Two‐Stage Cooling and Exhumation of Deeply Subducted Continents

The burial and exhumation of continental crust during collisional orogeny exert a strong control on the dynamics of mountain belts and plateaus. Constraining the rates and style of exhumation of deeply buried crust has proven difficult due to complexities in the local geology and thermochronometric methods typically used. To advance this field, we applied trace‐element and U‐Pb laser ablation inductively coupled plasma mass spectrometry analyses to rutile from eclogite and amphibolite samples from the Western Gneiss Complex of Norway—an archetypal continental (ultra)high‐pressure ( UHP ) terrane. Peak temperature and timing of midcrustal cooling were constrained for samples collected along a subduction‐ and exhumation‐parallel transect, using Zr‐in‐rutile thermometry and U‐Pb rutile geochronology, respectively.

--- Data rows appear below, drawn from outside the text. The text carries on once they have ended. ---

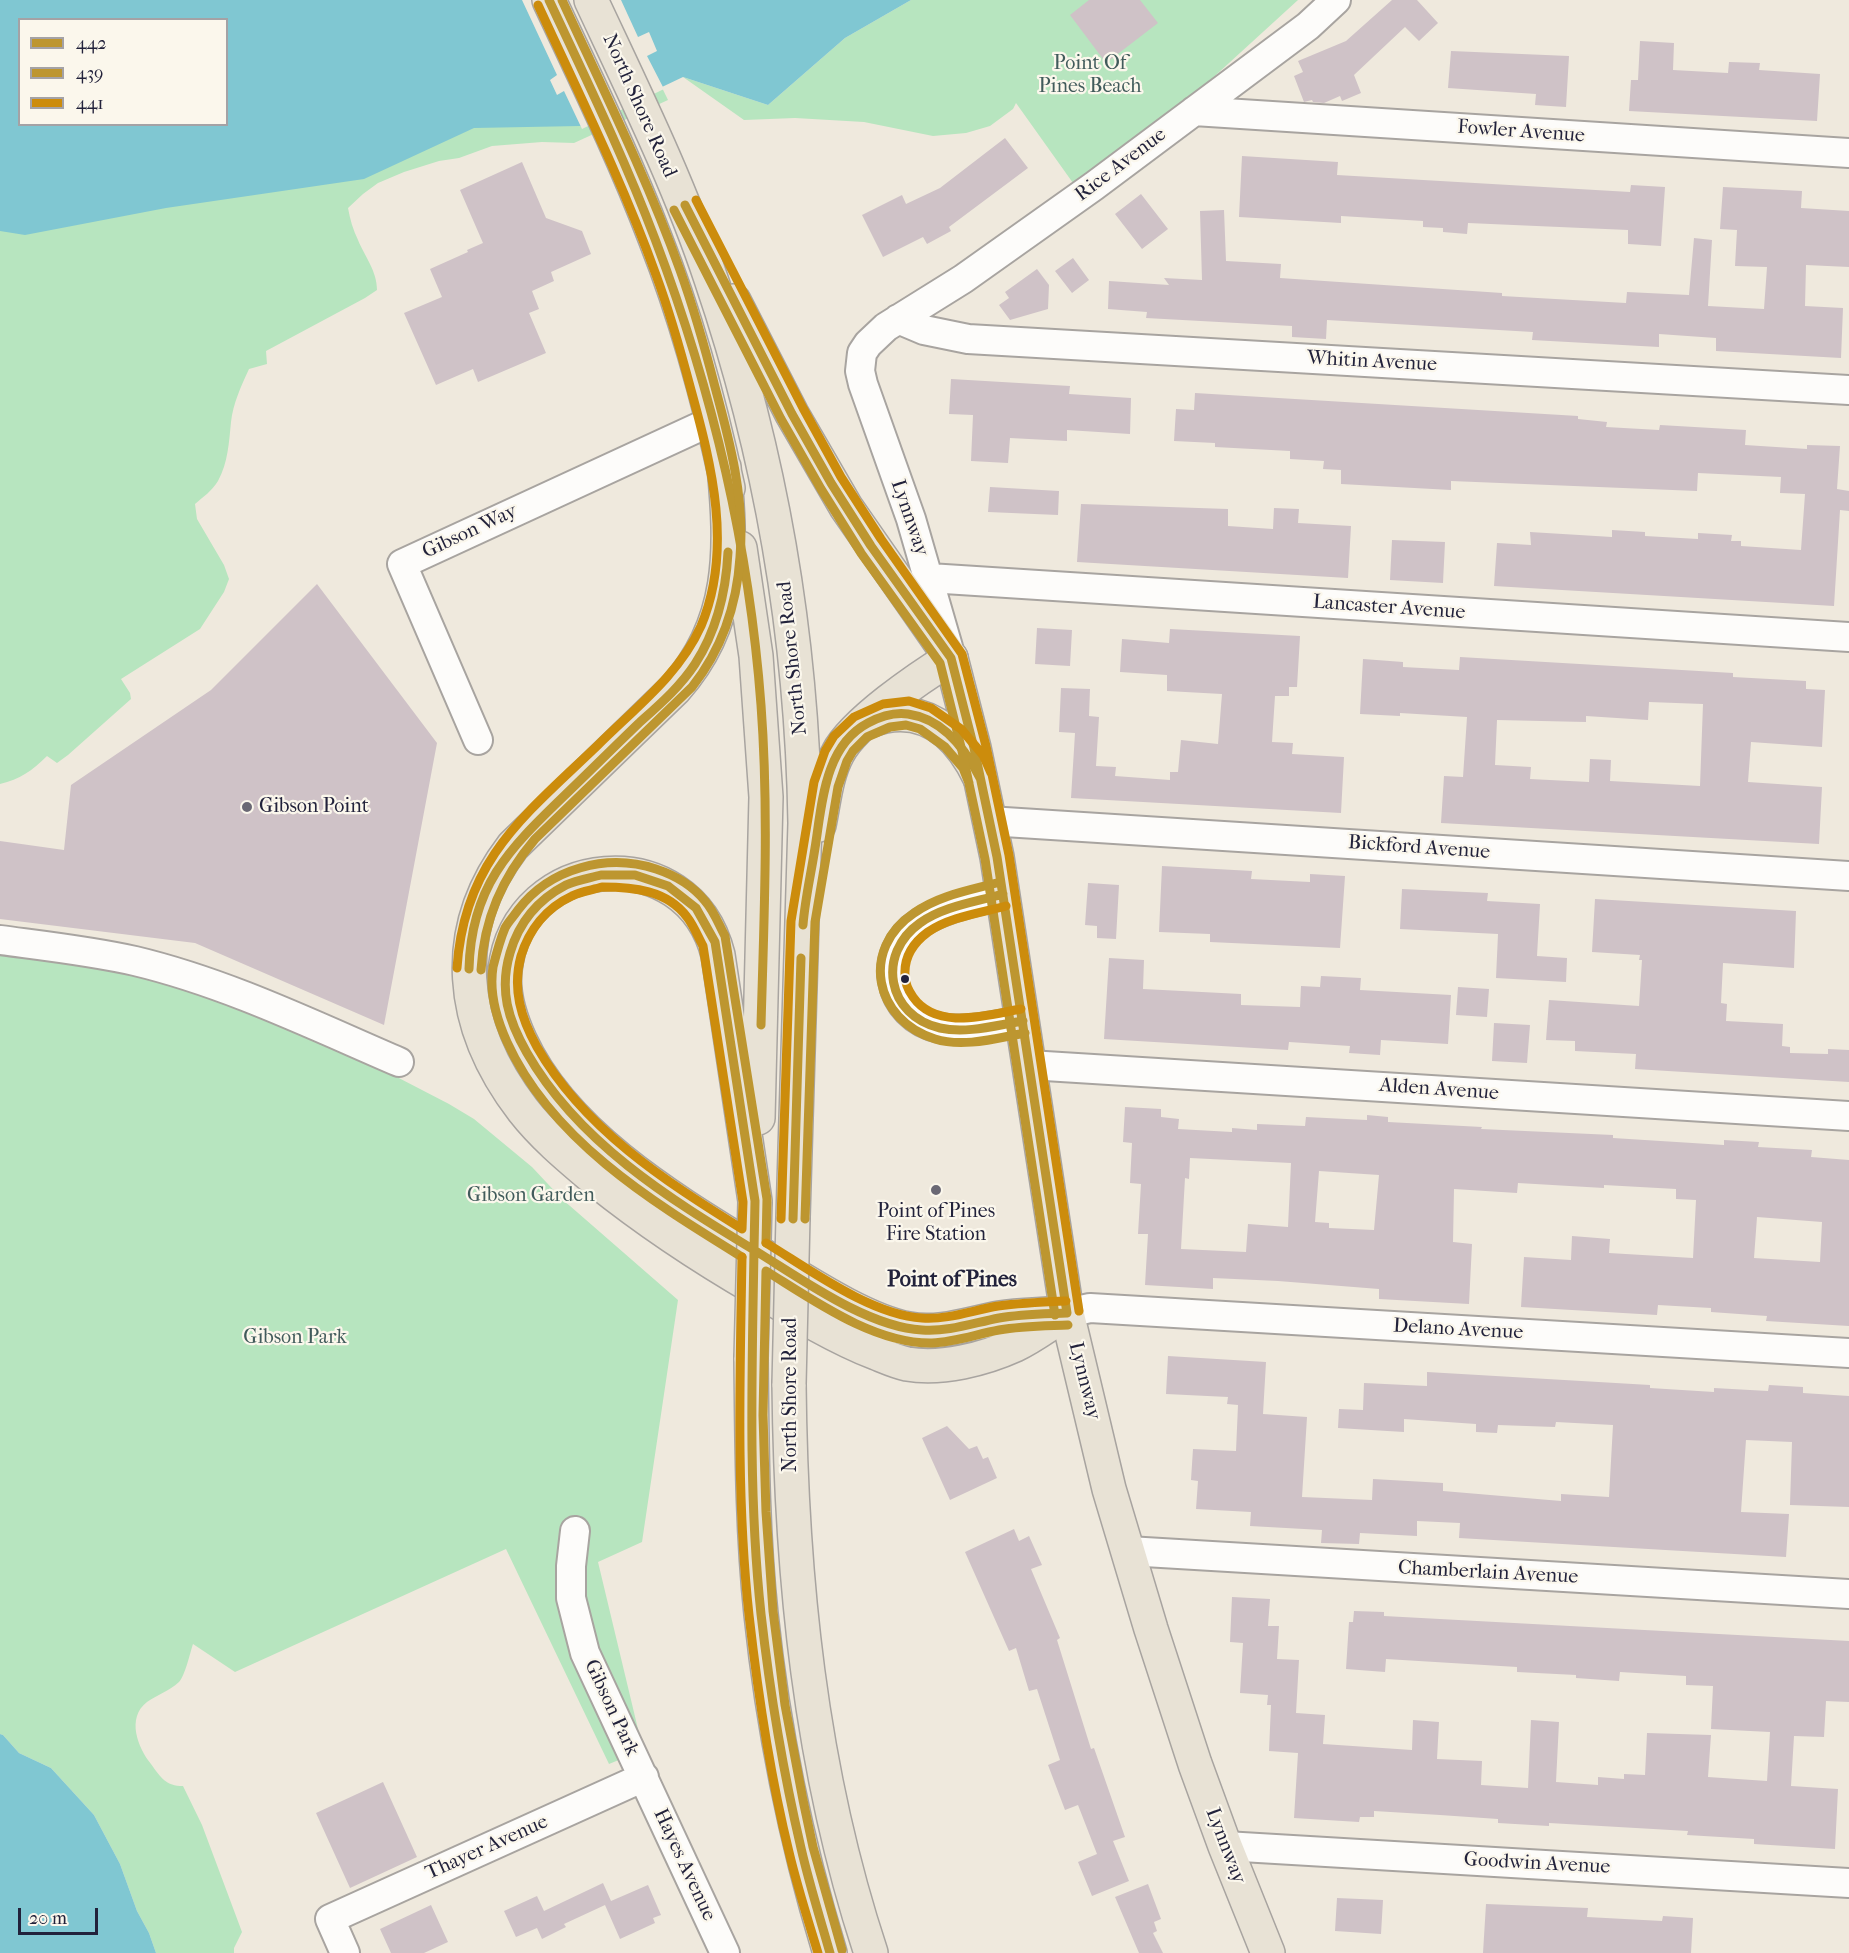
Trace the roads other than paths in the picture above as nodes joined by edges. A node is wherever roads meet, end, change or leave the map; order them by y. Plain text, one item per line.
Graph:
1 (549, 0) edge
2 (591, 0) edge
3 (1336, 0) edge
4 (1194, 111) junction
5 (1849, 153) edge
6 (675, 186) junction
7 (898, 319) junction
8 (1849, 390) edge
9 (712, 421) junction
10 (724, 467) junction
11 (929, 578) junction
12 (1849, 637) edge
13 (951, 658) junction
14 (860, 727) junction
15 (478, 740) dead end
16 (980, 778) junction
17 (989, 821) junction
18 (1849, 876) edge
19 (1003, 894) junction
20 (803, 921) junction
21 (0, 940) edge
22 (1023, 1022) junction
23 (399, 1062) dead end
24 (1029, 1065) junction
25 (1849, 1116) edge
26 (755, 1201) junction
27 (1066, 1312) junction
28 (1849, 1353) edge
29 (575, 1531) dead end
30 (1128, 1551) junction
31 (1849, 1594) edge
32 (644, 1777) junction
33 (1225, 1846) junction
34 (1849, 1882) edge
35 (345, 1953) edge
36 (725, 1953) edge
37 (830, 1953) edge
38 (871, 1953) edge
39 (1268, 1953) edge

1 - 9 main road, North Shore Road
2 - 6 main road, North Shore Road
3 - 4 street, Rice Avenue
4 - 5 street, Fowler Avenue
4 - 7 street, Rice Avenue
6 - 13 main road
6 - 20 main road, North Shore Road
7 - 8 street, Whitin Avenue
7 - 11 street, Lynnway
9 - 10 main road, North Shore Road
9 - 15 street, Gibson Way
10 - 26 main road, North Shore Road
10 - 27 main road
11 - 12 street, Lancaster Avenue
11 - 13 street, Lynnway
13 - 14 main road
13 - 16 main road, Lynnway
14 - 16 main road
14 - 20 main road
16 - 17 main road, Lynnway
17 - 18 street, Bickford Avenue
17 - 19 main road, Lynnway
19 - 22 main road, Lynnway
19 - 22 street
20 - 38 main road, North Shore Road, bridge
21 - 23 street
22 - 24 main road, Lynnway
24 - 25 street, Alden Avenue
24 - 27 main road, Lynnway
26 - 27 main road
26 - 37 main road, North Shore Road, bridge
27 - 28 street, Delano Avenue
27 - 30 main road, Lynnway
29 - 32 street, Gibson Park
30 - 31 street, Chamberlain Avenue
30 - 33 main road, Lynnway
32 - 35 street, Thayer Avenue
32 - 36 street, Hayes Avenue
33 - 34 street, Goodwin Avenue
33 - 39 main road, Lynnway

Peak temperatures decrease from 830 °C in the UHP domain to 730 °C at the UHP‐HP transition, remain constant at 730 °C across most of the terrane, and decrease to 620 °C at the eclogite‐out boundary. U‐Pb results show that most of the terrane cooled through 500 °C at 380–375 Ma except for the lowest grade region, where cooling occurred approximately 20 million years earlier. The results indicate that exhumation was a two stage process, involving (1) flexural rebound and slab flattening at depth combined with foreland‐directed extrusion, followed by (2) synchronous cooling below 500 °C across the, by then, largely flat‐lying Western Gneiss Complex. The latter implies and requires relatively homogeneous mass removal across a large area, consistent with erosion of an overlying orogenic plateau. The Caledonides were at near‐equatorial latitudes at the time. A Caledonian paleo‐plateau thus may represent a so far unrecognized factor in Devonian and Carboniferous atmospheric circulation and climate forcing.